Größere Ernte erweitert das Exportangebot

Gestützt wurden die Ausfuhren durch eine höhere russische Weizenernte. Das Land brachte 2025 insgesamt 91,1 Millionen Tonnen ein, 8,5 Millionen Tonnen mehr als 2024, schreibt NEWS.am. Die zusätzliche Produktion vergrößerte das für die Auslandsnachfrage verfügbare Angebot und half Russland, seine etablierten Absatzmärkte zu bedienen.

Die geschätzten Exporte von 46,5 Millionen Tonnen entsprachen etwas mehr als der Hälfte der Ernte von 2025. Beide Angaben sind jedoch nicht unmittelbar vergleichbar, weil eine Vermarktungssaison Bestände aus verschiedenen Erntejahren umfassen kann. Das Lieferniveau verdeutlicht dennoch die Bedeutung ausländischer Käufer für die Aufnahme der russischen Produktion. Veränderungen bei der russischen Ernte oder beim Zugang zu Exportwegen können daher die Versorgungserwartungen großer Importeure beeinflussen.

Türkei und Sudan steigern ihre Käufe

Eine stärkere Nachfrage traditioneller Abnehmer trug zum Ergebnis bei. Die russischen Weizenexporte in die Türkei erreichten etwa 7,3 Millionen Tonnen und damit das 2,2-Fache des Volumens von 2024/25. Die Lieferungen in den Sudan verdoppelten sich auf 2,2 Millionen Tonnen. Ägypten erhöhte seine Käufe laut Quelle um 6%, Israel um 21%.

Gemessen an den veröffentlichten Zahlen entfielen auf die Türkei fast 16% der geschätzten russischen Weizenexporte 2025/26. Die höheren Käufe der Türkei und des Sudan brachten den Lieferanten erhebliche zusätzliche Nachfrage. Das Wachstum in Ägypten und Israel verbreiterte die Unterstützung durch etablierte Märkte. Steigern mehrere Stammkunden gleichzeitig ihre Nachfrage, kann sich der Wettbewerb der Importeure um russischen Weizen verschärfen.

Irak gewinnt als Absatzmarkt an Bedeutung

Die faktische Öffnung des irakischen Marktes war eine weitere wichtige Entwicklung. Analysten von Agroexport erklärten, russischer Weizen habe zwar bereits Marktzugang gehabt, doch bedeutende und regelmäßige Lieferungen seien in den vergangenen Saisons ausgeblieben. 2025/26 stiegen die Ausfuhren auf den Rekordwert von rund 560.000 Tonnen, verglichen mit 82.000 Tonnen in der Vorsaison.

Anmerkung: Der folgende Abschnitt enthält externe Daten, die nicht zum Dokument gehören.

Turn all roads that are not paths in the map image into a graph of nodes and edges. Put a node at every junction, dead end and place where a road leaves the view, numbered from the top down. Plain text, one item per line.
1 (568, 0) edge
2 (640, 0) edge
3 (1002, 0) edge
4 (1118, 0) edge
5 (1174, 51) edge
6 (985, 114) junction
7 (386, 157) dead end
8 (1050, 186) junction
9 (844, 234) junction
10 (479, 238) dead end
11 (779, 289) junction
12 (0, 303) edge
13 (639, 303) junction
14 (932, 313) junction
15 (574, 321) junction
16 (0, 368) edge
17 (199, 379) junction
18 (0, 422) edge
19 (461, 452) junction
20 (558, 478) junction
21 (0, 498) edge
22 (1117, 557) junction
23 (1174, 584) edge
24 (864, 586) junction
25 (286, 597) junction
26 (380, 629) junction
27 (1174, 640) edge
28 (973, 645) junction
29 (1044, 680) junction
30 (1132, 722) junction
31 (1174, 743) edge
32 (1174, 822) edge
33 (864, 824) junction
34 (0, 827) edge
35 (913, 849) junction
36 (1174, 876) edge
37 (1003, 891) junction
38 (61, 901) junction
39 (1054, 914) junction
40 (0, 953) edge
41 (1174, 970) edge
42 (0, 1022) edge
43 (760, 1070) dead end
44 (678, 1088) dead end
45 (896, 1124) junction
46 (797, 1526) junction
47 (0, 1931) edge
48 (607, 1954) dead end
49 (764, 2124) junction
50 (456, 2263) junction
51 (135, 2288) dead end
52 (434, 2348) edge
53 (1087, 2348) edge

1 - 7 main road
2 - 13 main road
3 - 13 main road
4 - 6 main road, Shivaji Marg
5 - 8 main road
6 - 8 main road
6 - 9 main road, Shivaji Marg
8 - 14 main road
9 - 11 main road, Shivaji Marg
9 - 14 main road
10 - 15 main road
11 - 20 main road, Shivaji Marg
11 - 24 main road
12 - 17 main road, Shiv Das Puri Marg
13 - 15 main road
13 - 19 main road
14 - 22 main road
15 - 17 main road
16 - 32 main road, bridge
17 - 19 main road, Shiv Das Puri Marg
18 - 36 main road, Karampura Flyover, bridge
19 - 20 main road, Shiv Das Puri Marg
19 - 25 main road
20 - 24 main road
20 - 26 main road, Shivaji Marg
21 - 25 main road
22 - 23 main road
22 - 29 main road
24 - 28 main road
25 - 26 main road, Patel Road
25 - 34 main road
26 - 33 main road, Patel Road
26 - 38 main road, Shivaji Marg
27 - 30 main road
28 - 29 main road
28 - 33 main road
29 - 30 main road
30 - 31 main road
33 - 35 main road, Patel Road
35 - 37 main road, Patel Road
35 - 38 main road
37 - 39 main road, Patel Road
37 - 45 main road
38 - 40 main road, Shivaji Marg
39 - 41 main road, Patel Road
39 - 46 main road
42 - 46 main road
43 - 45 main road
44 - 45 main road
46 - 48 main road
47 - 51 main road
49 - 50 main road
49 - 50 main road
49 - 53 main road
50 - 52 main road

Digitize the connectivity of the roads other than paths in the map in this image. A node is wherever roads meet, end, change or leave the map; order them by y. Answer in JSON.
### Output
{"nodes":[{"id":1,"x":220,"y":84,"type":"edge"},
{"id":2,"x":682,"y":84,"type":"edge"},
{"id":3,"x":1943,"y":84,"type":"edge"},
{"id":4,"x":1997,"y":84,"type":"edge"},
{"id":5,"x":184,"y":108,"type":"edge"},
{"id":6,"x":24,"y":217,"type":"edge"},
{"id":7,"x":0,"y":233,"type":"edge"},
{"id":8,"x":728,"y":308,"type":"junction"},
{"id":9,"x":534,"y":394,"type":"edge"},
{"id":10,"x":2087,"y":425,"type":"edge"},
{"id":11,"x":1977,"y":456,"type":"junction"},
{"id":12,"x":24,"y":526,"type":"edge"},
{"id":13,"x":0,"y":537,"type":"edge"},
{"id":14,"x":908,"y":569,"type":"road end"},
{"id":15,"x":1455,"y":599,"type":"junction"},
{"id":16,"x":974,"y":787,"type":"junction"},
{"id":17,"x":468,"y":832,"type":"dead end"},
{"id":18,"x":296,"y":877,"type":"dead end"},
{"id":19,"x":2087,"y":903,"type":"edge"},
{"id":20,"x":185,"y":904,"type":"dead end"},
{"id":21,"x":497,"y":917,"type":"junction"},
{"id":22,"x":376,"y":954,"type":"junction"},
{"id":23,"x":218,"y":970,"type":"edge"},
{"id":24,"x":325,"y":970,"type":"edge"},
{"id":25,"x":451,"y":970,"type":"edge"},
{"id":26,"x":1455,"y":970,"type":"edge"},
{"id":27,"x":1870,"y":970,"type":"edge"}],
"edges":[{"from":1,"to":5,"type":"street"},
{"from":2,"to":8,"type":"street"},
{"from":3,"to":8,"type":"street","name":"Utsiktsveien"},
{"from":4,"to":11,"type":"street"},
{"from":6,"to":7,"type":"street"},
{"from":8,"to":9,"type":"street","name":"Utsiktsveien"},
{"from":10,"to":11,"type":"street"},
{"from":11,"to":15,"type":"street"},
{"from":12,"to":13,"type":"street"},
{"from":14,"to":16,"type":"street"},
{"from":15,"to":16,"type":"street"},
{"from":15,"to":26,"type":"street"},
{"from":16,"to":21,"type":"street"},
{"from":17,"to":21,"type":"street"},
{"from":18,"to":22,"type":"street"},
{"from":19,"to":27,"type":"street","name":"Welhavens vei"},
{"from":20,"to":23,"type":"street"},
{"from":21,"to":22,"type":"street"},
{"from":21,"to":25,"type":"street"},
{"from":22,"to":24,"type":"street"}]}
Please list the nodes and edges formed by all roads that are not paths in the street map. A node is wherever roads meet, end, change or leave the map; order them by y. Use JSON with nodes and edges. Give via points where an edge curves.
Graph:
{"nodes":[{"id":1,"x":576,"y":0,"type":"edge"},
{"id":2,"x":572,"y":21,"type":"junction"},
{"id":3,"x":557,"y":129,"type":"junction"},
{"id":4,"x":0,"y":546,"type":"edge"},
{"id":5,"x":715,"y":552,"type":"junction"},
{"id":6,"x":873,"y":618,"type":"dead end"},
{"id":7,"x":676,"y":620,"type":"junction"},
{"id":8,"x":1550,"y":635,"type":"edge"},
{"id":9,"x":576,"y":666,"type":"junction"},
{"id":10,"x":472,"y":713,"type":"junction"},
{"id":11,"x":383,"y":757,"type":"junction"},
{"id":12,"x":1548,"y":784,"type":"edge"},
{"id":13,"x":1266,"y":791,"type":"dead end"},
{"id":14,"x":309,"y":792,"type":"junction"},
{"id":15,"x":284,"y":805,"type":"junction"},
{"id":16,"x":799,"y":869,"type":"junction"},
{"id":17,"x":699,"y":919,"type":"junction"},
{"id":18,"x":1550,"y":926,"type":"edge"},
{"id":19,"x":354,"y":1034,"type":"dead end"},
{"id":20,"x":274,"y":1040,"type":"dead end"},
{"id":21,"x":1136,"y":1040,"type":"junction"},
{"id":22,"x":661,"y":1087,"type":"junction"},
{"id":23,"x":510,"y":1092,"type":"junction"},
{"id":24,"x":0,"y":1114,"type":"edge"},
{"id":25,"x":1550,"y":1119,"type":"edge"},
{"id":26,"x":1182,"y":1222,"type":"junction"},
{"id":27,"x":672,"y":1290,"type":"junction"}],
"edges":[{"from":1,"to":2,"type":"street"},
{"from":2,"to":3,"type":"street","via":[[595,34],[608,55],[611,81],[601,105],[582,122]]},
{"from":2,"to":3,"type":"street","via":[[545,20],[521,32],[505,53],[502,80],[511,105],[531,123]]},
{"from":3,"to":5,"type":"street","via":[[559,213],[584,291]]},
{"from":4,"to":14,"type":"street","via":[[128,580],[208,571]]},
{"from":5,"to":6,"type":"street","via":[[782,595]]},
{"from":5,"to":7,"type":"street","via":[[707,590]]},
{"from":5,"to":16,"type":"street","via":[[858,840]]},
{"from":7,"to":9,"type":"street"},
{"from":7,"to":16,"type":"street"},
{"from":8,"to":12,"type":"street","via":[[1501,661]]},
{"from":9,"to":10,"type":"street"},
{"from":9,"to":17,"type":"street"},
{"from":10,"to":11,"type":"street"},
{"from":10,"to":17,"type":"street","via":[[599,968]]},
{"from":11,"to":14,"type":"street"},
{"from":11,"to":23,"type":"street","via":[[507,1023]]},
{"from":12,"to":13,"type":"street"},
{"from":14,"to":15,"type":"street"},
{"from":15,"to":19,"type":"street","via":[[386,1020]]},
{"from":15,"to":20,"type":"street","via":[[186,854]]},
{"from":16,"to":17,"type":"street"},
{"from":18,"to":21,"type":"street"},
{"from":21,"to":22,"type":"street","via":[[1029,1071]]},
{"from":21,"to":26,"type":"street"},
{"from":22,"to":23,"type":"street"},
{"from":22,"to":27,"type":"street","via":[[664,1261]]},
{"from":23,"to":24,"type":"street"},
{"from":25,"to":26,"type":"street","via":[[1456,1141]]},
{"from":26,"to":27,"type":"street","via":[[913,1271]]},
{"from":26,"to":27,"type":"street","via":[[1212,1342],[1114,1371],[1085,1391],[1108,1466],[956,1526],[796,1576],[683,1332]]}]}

Der Irak blieb kleiner als die Türkei, der Sudan und andere bedeutende Abnehmer Russlands. Der starke Anstieg eröffnete den Exporteuren jedoch einen zusätzlichen Absatzkanal. Regelmäßige Lieferungen auf höherem Niveau würden die geografische Diversifizierung russischer Anbieter stärken und irakischen Käufern eine weitere Weizenquelle erschließen. Das Saisonergebnis beruhte somit sowohl auf stärkeren Verkäufen in traditionellen Märkten als auch auf dem Ausbau eines bislang nur begrenzt erschlossenen Ziels.